§ MATERIAL PROVIDED
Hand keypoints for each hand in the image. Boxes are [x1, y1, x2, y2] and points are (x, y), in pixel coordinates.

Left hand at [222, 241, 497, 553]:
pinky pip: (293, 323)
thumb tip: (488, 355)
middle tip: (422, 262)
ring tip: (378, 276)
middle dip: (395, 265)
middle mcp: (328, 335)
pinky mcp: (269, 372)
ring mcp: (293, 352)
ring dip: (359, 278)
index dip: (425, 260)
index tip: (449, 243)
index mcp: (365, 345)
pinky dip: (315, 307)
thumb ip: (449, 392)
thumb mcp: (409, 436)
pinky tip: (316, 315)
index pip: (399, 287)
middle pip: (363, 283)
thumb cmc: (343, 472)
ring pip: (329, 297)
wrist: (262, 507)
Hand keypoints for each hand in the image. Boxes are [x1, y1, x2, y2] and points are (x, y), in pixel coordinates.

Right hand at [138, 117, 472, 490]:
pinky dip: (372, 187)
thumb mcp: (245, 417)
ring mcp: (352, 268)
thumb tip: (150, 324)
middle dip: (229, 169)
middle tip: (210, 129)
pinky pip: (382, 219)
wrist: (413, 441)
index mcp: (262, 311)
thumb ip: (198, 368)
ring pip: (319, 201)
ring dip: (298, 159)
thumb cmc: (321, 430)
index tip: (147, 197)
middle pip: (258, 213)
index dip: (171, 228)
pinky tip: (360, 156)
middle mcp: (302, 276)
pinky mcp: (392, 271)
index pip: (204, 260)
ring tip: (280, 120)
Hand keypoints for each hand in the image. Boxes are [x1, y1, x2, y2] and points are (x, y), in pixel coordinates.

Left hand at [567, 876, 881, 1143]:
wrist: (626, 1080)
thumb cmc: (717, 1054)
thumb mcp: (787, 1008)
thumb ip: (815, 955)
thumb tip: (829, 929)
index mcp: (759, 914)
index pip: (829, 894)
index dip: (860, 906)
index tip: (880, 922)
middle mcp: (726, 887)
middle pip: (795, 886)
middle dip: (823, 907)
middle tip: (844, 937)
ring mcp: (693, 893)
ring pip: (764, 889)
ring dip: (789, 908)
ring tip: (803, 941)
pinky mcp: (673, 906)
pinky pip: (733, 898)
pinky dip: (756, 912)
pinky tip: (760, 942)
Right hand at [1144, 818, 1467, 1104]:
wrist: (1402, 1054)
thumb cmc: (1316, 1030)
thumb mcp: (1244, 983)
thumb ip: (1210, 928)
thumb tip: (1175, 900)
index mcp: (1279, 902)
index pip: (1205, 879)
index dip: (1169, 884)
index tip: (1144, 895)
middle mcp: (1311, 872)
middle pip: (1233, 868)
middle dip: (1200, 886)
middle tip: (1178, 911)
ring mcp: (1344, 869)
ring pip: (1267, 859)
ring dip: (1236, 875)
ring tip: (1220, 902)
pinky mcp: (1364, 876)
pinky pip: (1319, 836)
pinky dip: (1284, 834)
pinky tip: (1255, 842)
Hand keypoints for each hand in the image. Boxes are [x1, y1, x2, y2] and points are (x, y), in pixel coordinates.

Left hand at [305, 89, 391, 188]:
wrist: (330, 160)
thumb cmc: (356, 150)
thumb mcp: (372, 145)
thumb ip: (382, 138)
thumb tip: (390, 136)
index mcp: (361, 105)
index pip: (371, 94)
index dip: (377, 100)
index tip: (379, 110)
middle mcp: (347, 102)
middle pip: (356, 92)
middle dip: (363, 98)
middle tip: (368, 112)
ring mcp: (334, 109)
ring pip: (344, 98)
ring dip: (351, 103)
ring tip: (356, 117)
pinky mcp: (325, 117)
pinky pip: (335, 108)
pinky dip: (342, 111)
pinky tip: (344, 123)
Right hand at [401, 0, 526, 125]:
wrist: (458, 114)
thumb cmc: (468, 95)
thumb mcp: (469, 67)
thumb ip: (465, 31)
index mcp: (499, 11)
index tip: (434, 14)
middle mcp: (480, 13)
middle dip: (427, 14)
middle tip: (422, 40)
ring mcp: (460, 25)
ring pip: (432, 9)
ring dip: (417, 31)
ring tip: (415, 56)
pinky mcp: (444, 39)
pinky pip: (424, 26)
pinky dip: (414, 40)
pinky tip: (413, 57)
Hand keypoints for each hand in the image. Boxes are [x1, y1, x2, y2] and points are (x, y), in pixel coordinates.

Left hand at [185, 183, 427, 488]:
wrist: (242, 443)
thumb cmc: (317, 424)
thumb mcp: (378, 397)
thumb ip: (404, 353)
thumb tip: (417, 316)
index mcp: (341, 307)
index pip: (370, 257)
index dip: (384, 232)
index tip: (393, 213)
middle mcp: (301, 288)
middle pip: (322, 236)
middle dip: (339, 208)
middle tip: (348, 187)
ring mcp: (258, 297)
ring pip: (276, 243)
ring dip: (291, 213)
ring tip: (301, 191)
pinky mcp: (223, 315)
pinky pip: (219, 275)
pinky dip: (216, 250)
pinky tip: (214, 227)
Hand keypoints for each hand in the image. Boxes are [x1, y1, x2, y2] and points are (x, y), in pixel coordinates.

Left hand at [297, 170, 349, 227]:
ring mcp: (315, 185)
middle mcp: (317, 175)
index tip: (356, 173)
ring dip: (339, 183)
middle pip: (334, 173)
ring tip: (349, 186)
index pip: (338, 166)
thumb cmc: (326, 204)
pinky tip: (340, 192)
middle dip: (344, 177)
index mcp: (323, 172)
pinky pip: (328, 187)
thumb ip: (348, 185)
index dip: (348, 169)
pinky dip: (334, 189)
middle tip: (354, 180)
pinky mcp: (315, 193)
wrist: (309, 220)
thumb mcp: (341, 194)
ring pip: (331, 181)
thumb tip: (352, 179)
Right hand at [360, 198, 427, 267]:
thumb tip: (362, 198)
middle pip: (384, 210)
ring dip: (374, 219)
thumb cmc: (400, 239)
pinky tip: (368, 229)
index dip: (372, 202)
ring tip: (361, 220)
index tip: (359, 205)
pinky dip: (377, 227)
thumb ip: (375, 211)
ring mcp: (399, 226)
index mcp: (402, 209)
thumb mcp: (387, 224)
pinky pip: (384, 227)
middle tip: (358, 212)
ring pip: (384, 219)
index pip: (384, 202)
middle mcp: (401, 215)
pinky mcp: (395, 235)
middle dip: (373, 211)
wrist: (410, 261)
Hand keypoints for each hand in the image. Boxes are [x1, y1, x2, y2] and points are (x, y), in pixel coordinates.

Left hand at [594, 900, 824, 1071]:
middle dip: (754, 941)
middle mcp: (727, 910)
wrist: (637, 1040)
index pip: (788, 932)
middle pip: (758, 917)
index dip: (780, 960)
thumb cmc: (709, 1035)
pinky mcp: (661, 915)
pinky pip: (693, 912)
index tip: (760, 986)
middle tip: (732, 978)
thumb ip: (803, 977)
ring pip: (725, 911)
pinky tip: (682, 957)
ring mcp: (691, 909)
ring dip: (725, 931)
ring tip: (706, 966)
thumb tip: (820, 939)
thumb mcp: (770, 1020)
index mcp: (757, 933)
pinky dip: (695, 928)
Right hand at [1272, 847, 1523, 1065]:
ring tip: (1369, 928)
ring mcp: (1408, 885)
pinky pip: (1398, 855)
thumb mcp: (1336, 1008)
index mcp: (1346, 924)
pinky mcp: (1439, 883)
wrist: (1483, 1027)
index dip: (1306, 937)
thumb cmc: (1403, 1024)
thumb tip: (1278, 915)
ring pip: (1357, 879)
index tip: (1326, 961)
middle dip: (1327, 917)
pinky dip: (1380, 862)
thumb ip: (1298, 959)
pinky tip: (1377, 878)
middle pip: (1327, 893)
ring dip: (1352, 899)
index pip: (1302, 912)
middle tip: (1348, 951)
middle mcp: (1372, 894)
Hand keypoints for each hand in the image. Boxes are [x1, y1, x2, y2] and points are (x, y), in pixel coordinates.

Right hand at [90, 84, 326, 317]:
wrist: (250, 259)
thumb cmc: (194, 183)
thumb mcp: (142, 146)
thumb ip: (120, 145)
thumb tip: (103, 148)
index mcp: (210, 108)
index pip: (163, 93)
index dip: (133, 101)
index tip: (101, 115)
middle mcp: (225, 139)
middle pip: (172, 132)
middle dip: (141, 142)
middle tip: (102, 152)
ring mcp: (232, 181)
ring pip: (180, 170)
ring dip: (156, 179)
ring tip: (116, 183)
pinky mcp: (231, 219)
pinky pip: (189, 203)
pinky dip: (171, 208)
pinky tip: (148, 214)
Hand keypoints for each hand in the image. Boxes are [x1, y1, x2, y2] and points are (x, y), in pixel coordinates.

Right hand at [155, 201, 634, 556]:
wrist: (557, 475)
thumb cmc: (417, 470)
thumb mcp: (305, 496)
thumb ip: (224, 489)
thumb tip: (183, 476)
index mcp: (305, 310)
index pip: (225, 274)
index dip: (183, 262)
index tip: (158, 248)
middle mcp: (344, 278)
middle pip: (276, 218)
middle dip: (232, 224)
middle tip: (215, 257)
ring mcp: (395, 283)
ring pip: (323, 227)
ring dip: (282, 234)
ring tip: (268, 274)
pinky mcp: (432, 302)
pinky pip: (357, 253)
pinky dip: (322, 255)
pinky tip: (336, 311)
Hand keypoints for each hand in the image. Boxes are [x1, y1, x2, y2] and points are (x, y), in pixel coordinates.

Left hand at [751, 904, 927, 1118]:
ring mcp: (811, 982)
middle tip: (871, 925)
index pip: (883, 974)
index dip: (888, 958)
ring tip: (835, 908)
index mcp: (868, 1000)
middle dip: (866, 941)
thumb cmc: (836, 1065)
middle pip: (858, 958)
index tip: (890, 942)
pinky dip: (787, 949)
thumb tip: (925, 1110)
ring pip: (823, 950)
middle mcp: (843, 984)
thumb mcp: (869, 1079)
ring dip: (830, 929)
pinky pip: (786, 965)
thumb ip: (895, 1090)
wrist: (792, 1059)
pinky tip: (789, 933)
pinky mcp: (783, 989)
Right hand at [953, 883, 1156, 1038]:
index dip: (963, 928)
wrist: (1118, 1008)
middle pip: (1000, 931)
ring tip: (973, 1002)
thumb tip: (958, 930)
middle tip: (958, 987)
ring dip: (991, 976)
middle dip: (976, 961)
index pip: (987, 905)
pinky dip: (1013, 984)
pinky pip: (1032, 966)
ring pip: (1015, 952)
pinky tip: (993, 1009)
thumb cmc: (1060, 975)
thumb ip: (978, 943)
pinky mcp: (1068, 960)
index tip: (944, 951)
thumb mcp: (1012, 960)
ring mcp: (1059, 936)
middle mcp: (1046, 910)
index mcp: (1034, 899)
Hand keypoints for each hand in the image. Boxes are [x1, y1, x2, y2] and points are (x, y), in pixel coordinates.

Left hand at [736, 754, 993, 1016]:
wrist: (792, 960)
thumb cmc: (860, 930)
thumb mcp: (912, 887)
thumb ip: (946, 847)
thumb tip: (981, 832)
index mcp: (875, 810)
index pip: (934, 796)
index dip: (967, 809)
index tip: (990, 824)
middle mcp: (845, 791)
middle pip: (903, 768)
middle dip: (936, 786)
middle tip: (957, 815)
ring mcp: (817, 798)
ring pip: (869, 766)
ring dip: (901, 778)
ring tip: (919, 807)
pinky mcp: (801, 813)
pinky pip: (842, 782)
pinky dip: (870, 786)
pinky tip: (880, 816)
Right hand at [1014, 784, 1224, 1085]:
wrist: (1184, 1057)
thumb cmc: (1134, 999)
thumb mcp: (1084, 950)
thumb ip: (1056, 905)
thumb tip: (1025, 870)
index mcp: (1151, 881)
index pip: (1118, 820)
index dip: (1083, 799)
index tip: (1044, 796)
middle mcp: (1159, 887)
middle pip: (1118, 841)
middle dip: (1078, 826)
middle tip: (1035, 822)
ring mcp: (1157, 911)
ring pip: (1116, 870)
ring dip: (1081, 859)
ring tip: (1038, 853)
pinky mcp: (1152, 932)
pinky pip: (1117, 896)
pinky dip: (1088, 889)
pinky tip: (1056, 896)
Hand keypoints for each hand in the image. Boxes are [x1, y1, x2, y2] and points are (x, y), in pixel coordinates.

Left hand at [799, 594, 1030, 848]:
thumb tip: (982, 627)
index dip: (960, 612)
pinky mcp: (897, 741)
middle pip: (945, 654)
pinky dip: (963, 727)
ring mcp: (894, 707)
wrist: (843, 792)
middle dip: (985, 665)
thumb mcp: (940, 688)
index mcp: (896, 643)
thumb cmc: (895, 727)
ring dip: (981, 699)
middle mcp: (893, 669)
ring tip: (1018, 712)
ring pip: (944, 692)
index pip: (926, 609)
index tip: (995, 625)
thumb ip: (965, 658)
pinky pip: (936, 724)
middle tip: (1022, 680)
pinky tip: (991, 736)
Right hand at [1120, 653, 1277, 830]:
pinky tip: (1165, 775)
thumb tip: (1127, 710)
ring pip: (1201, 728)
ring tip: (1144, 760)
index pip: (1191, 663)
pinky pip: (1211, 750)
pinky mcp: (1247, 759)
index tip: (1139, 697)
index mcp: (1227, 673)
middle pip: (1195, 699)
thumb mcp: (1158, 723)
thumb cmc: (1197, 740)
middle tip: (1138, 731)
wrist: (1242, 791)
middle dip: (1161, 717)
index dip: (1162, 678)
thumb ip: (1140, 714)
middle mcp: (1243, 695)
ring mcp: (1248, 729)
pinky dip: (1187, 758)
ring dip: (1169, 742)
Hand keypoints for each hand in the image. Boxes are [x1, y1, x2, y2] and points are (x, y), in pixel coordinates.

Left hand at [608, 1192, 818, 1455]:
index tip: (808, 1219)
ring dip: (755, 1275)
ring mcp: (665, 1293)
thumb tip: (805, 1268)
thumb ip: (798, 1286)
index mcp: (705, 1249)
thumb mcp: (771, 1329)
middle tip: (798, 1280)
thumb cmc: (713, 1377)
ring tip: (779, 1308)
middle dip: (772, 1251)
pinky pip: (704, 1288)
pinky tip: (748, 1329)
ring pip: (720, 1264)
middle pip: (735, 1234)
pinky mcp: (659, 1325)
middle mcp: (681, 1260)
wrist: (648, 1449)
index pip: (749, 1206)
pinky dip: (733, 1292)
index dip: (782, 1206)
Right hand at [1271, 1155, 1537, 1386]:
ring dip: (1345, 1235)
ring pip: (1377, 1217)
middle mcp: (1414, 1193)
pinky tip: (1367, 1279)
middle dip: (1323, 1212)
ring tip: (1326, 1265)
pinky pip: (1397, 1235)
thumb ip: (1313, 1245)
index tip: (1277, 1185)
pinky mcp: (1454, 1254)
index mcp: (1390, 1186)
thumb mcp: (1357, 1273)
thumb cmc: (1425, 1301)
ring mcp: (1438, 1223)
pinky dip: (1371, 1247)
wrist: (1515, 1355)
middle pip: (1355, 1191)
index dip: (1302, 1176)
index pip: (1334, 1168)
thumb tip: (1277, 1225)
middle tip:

§ TASK GOAL
Give the number of lines above that hold "Left", with no other words.

§ SOLUTION TO THIS TASK
10